=== Begin Enclosure ===
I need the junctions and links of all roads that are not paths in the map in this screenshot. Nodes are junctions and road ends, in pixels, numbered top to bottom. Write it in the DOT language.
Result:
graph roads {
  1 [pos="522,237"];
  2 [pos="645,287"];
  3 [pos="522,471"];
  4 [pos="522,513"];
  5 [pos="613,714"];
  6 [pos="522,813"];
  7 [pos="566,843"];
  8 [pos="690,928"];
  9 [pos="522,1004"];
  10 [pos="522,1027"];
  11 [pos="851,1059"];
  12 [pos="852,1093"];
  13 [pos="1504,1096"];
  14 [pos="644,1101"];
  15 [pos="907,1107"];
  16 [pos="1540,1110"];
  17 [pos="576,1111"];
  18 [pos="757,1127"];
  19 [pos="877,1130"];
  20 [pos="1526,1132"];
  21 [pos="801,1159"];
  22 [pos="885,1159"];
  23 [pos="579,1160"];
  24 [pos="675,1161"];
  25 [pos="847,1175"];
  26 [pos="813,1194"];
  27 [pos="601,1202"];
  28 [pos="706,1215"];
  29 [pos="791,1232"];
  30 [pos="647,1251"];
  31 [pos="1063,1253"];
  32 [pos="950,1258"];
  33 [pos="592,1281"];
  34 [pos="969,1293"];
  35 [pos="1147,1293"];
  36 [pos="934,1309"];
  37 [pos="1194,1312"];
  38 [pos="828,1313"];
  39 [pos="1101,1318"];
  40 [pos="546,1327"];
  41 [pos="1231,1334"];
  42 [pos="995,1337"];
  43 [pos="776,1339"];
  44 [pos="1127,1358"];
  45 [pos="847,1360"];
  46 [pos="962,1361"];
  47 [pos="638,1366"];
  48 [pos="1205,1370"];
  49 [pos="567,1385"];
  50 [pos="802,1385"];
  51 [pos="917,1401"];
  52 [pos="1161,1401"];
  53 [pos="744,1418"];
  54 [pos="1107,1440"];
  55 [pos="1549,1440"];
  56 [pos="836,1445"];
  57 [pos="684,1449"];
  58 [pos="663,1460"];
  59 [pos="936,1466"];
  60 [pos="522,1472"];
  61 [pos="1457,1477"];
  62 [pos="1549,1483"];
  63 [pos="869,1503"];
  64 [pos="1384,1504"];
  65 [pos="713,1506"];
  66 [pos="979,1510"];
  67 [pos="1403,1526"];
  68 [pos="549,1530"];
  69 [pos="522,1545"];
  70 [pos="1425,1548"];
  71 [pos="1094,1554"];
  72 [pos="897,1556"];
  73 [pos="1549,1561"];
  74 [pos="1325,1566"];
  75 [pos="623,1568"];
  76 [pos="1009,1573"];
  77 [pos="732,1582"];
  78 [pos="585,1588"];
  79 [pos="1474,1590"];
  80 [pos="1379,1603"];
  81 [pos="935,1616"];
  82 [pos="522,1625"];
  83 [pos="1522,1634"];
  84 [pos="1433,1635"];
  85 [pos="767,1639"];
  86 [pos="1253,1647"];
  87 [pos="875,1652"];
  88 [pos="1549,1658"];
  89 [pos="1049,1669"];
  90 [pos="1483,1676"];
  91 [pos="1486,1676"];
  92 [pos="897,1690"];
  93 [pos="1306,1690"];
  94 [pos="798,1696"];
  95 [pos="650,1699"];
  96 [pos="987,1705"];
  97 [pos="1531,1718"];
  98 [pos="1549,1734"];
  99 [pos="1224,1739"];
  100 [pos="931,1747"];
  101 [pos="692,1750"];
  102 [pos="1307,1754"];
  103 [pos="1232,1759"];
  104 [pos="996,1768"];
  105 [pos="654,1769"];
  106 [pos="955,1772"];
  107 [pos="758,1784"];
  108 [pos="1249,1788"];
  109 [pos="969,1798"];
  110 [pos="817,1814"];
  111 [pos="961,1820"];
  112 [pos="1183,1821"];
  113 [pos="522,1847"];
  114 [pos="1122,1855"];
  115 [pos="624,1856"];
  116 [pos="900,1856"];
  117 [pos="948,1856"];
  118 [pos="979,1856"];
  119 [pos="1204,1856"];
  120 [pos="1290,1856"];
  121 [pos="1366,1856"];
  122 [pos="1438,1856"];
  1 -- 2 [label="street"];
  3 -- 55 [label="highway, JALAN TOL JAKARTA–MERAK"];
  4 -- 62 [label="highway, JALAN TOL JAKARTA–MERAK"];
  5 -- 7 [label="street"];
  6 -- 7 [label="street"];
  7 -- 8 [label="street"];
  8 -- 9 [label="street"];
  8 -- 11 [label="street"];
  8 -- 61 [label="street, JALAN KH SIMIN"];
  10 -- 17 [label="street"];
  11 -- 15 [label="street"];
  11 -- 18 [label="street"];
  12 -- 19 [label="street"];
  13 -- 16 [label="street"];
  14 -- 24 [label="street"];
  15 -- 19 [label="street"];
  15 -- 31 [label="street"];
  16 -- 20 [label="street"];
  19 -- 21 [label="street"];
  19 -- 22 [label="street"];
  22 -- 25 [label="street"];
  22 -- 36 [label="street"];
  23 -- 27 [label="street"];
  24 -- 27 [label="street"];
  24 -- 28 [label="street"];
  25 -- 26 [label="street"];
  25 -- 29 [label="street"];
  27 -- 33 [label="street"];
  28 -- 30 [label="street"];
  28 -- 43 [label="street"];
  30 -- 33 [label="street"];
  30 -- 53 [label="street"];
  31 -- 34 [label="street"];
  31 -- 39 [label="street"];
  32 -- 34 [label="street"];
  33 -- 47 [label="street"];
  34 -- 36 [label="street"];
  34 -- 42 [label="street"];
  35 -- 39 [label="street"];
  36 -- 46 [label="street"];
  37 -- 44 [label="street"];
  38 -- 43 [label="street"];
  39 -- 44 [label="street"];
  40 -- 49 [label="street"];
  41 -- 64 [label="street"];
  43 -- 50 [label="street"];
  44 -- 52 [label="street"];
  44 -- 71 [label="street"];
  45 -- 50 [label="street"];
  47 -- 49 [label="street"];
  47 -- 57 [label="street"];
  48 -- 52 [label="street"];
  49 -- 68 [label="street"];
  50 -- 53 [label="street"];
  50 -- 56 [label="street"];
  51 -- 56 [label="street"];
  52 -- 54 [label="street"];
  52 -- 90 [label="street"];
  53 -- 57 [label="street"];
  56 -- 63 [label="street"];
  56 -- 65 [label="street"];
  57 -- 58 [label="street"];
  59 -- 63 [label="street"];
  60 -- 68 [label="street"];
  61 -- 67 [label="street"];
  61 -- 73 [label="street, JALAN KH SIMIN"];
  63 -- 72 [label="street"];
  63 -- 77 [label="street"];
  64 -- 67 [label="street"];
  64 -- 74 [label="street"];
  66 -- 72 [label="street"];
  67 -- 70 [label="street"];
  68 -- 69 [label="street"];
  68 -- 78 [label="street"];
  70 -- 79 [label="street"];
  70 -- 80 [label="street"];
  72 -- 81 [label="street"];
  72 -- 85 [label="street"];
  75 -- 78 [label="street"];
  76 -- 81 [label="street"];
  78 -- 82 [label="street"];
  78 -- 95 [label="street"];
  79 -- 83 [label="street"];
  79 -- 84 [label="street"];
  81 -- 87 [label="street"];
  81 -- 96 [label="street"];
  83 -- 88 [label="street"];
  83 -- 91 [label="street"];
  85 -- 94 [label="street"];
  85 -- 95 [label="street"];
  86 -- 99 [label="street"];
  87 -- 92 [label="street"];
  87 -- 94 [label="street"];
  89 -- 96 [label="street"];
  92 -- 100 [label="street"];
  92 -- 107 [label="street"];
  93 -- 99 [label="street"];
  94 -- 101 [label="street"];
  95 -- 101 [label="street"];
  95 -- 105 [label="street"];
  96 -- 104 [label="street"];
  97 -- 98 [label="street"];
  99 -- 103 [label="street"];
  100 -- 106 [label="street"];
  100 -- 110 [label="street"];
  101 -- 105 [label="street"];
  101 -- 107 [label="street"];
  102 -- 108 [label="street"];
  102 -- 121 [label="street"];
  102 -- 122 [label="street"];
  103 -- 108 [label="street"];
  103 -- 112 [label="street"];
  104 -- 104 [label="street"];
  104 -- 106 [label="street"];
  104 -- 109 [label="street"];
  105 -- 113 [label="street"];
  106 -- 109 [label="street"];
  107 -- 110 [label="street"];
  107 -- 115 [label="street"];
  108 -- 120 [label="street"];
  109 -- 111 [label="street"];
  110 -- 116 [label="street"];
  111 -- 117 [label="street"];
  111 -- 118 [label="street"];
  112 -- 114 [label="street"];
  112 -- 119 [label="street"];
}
=== End Enclosure ===
EXERCISE BRIEF. In the listing above, find each line containing "JAKARTA" and copy it.

SOLUTION FOR THIS PROBLEM.
  3 -- 55 [label="highway, JALAN TOL JAKARTA–MERAK"];
  4 -- 62 [label="highway, JALAN TOL JAKARTA–MERAK"];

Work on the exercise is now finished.